The phase 3, randomized, double-blind, placebo-controlled multicenter MAGNITUDE trial evaluated niraparib plus abiraterone and prednisone in patients with mCRPC with or without certain HRR gene alterations who have not received prior therapy for mCRPC.2
One cohort included patients with predefined HRR gene alterations, including ATM, BRCA1, BRCA2, BRIP1, CDK12, CHEK2, FANCA, HDAC2, and PALB2. The other cohort included patients who did not have HRR gene alterations.
Patients were randomly assigned to receive niraparib or placebo plus abiraterone and prednisone.
The primary end point of the trial was rPFS per BICR. Secondary end points included time to initiation of cytotoxic chemotherapy, time to symptomatic progression (TSP), and overall survival.
In additional data from the first results of MAGNITUDE, investigator-assessed rPFS showed that patients with HRR gene alterations treated with niraparib experienced a 36% reduction in the risk of progression or death (HR, 0.64; P = .002), and those with BRCA mutations had a 50% reduction in the risk of progression or death (HR, 0.50; P = .0006).2
Notably, the cohort of patients without HRR gene alterations met the predefined futility criteria and displayed no benefit from the addition of niraparib to abiraterone and prednisone.
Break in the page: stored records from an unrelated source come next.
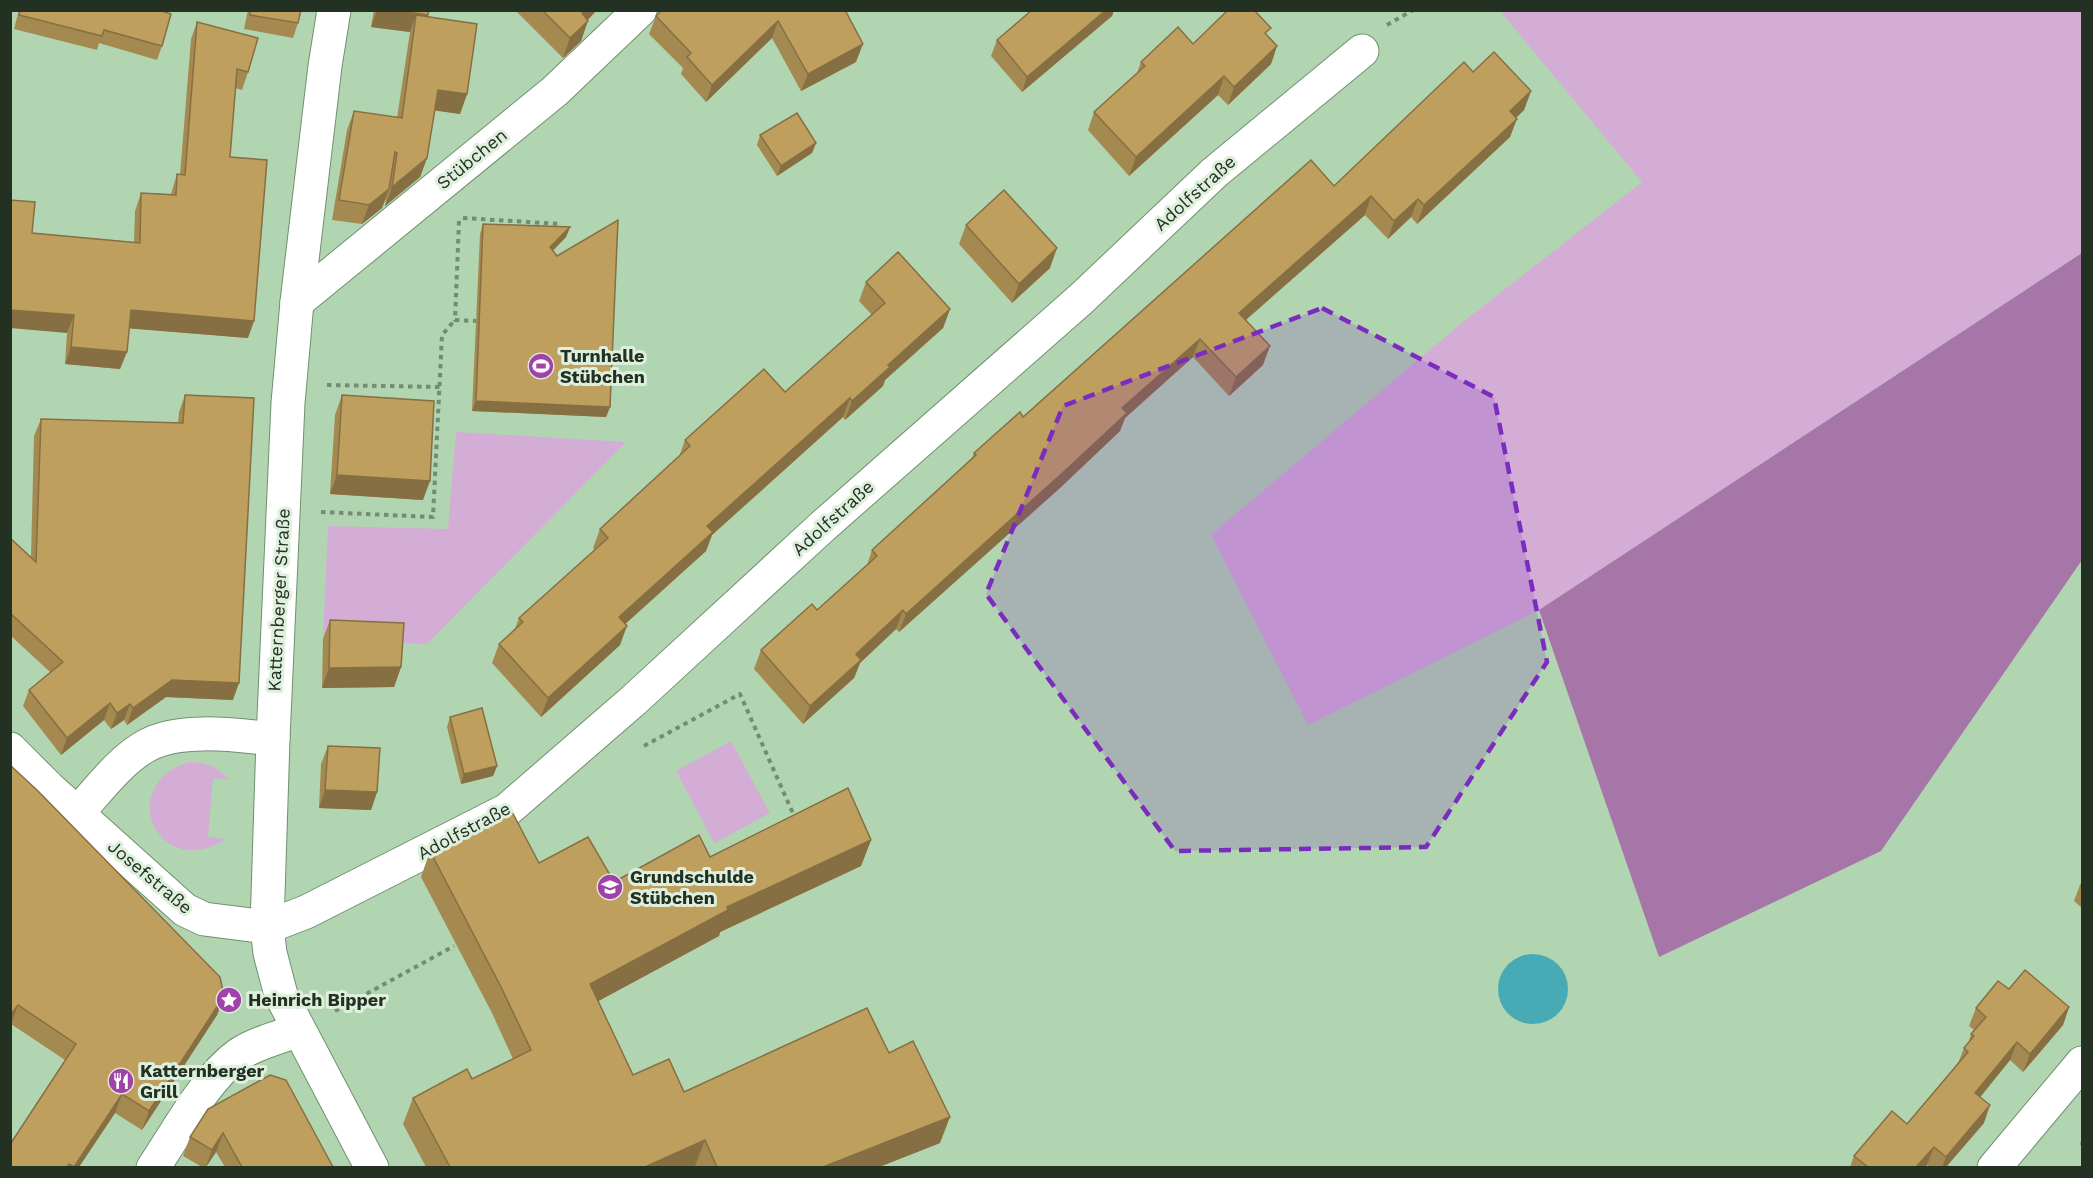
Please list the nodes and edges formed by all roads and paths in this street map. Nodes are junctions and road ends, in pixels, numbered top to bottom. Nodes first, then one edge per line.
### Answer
1 (334, 10) edge
2 (640, 10) edge
3 (1362, 51) dead end
4 (561, 224) edge
5 (297, 302) junction
6 (455, 320) junction
7 (476, 321) dead end
8 (290, 384) junction
9 (440, 387) junction
10 (283, 512) junction
11 (273, 739) junction
12 (10, 749) edge
13 (639, 749) dead end
14 (77, 813) junction
15 (796, 818) junction
16 (785, 823) edge
17 (799, 825) edge
18 (267, 927) junction
19 (454, 946) dead end
20 (330, 1003) dead end
21 (298, 1030) junction
22 (2082, 1063) edge
23 (153, 1167) edge
24 (372, 1167) edge
25 (1994, 1167) edge

1 - 5 street, Katternberger Straße
2 - 5 street, Stübchen
3 - 18 street, Adolfstraße
4 - 6 path
5 - 8 street, Katternberger Straße
6 - 7 path
6 - 9 path
8 - 9 path
8 - 10 street, Katternberger Straße
9 - 10 path
10 - 11 street, Katternberger Straße
11 - 14 street
11 - 18 street, Katternberger Straße
12 - 14 street, Josefstraße
13 - 15 path
14 - 18 street, Josefstraße
15 - 16 path
15 - 17 path
18 - 21 street, Katternberger Straße
19 - 20 path
21 - 23 street
21 - 24 street, Katternberger Straße
22 - 25 street

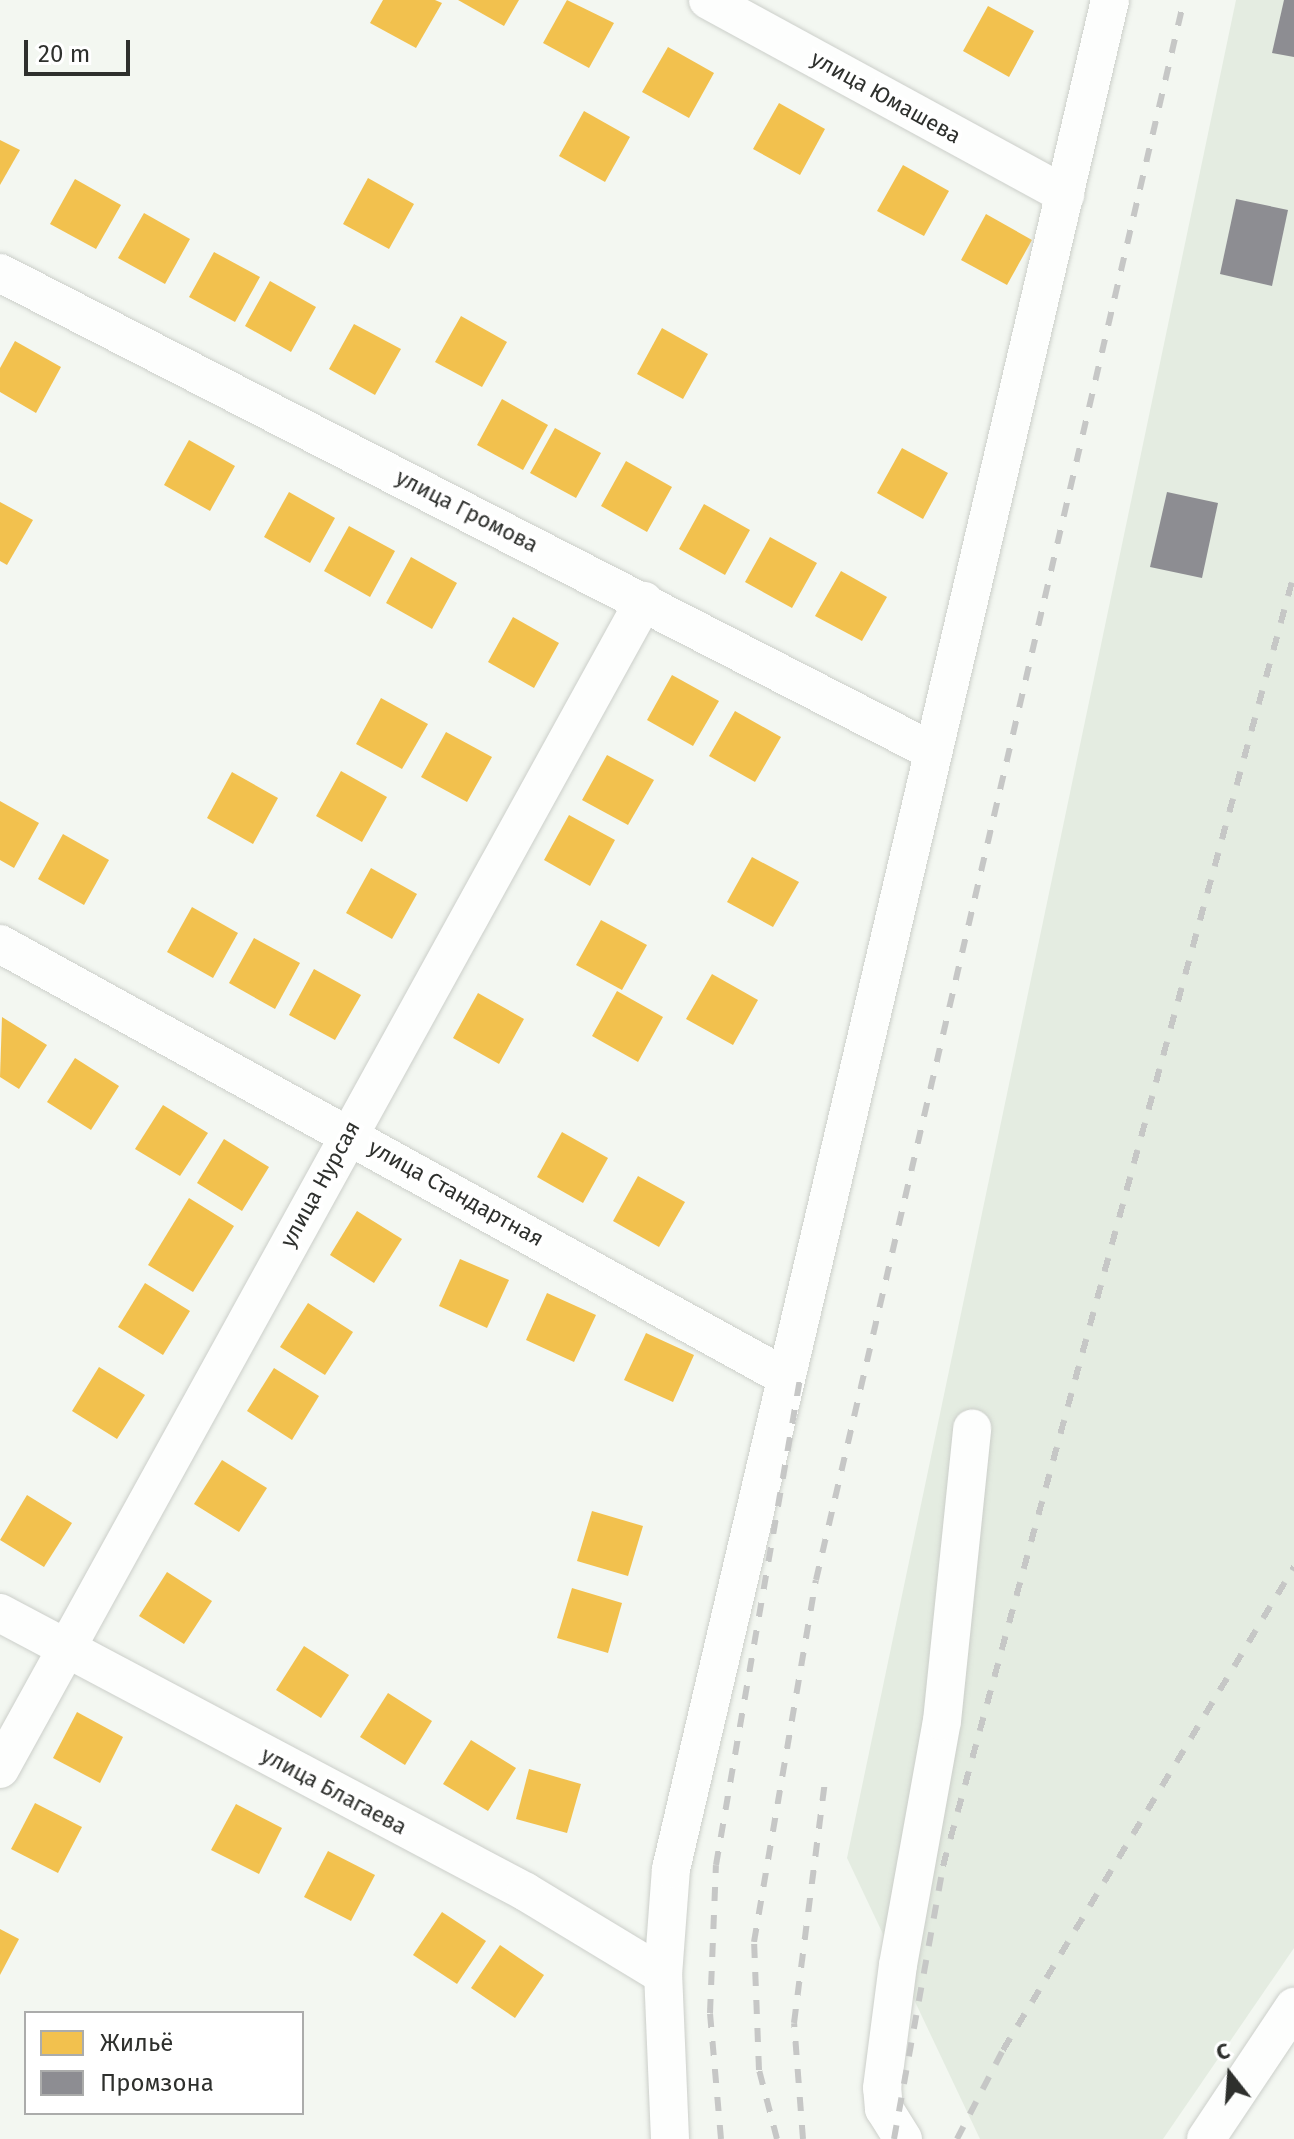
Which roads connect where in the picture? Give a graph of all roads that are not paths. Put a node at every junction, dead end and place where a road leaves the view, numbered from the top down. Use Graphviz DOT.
graph roads {
  1 [pos="708,0"];
  2 [pos="1110,0"];
  3 [pos="1065,195"];
  4 [pos="0,273"];
  5 [pos="644,601"];
  6 [pos="932,751"];
  7 [pos="0,944"];
  8 [pos="348,1134"];
  9 [pos="784,1376"];
  10 [pos="972,1429"];
  11 [pos="0,1613"];
  12 [pos="65,1649"];
  13 [pos="0,1769"];
  14 [pos="663,1975"];
  15 [pos="1294,2007"];
  16 [pos="670,2139"];
  17 [pos="903,2139"];
  18 [pos="1206,2139"];
  1 -- 3 [label="street, улица Юмашева"];
  2 -- 3 [label="street"];
  3 -- 6 [label="street"];
  4 -- 5 [label="street, улица Громова"];
  5 -- 6 [label="street, улица Громова"];
  5 -- 8 [label="street, улица Нурсая"];
  6 -- 9 [label="street"];
  7 -- 8 [label="street, улица Стандартная"];
  8 -- 9 [label="street, улица Стандартная"];
  8 -- 12 [label="street, улица Нурсая"];
  9 -- 14 [label="street"];
  10 -- 17 [label="street"];
  11 -- 12 [label="street, улица Благаева"];
  12 -- 13 [label="street, улица Нурсая"];
  12 -- 14 [label="street, улица Благаева"];
  14 -- 16 [label="street"];
  15 -- 18 [label="street"];
}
In updated data from the second interim analysis of the trial presented at the 2023 Genitourinary Cancers Symposium, niraparib plus abiraterone and prednisone demonstrated a statistically significant increase in TSP and continued improvement of time to initiation of cytotoxic chemotherapy in the HRR-positive population, and a strong improvement in TSP for the BRCA subgroup of the HRR-positive population.3
The updated median rPFS per BICR for the BRCA subgroup was 19.5 months for those treated in the niraparib arm compared with 10.9 months for the placebo arm (HR, 0.55; 95% CI, 0.39-0.78). Investigator-assessed rPFS again favored the niraparib arm in the BRCA-mutated subgroup (HR, 0.46; 95% CI, 0.32-0.67).
Patients harboring BRCA mutations who received niraparib plus abiraterone and prednisone experienced a trend toward delayed time to worst pain intensity (HR, 0.70; 95% CI, 0.44-1.12) and pain interference (HR, 0.67; 95% CI, 0.40-1.12) compared with the placebo-based combination.
Regarding safety, data from the first interim analysis showed findings for niraparib plus abiraterone and prednisone were consistent with the known safety profiles for each agent.2 In patients with HRR gene alterations, 67% of patients experienced grade 3 adverse effects (AEs), and 46.4% had grade 4 AEs, with the most common being anemia and fatigue. Additionally, 10.8 percent of patients in the experimental arm discontinued treatment compared with 4.7% in the control arm.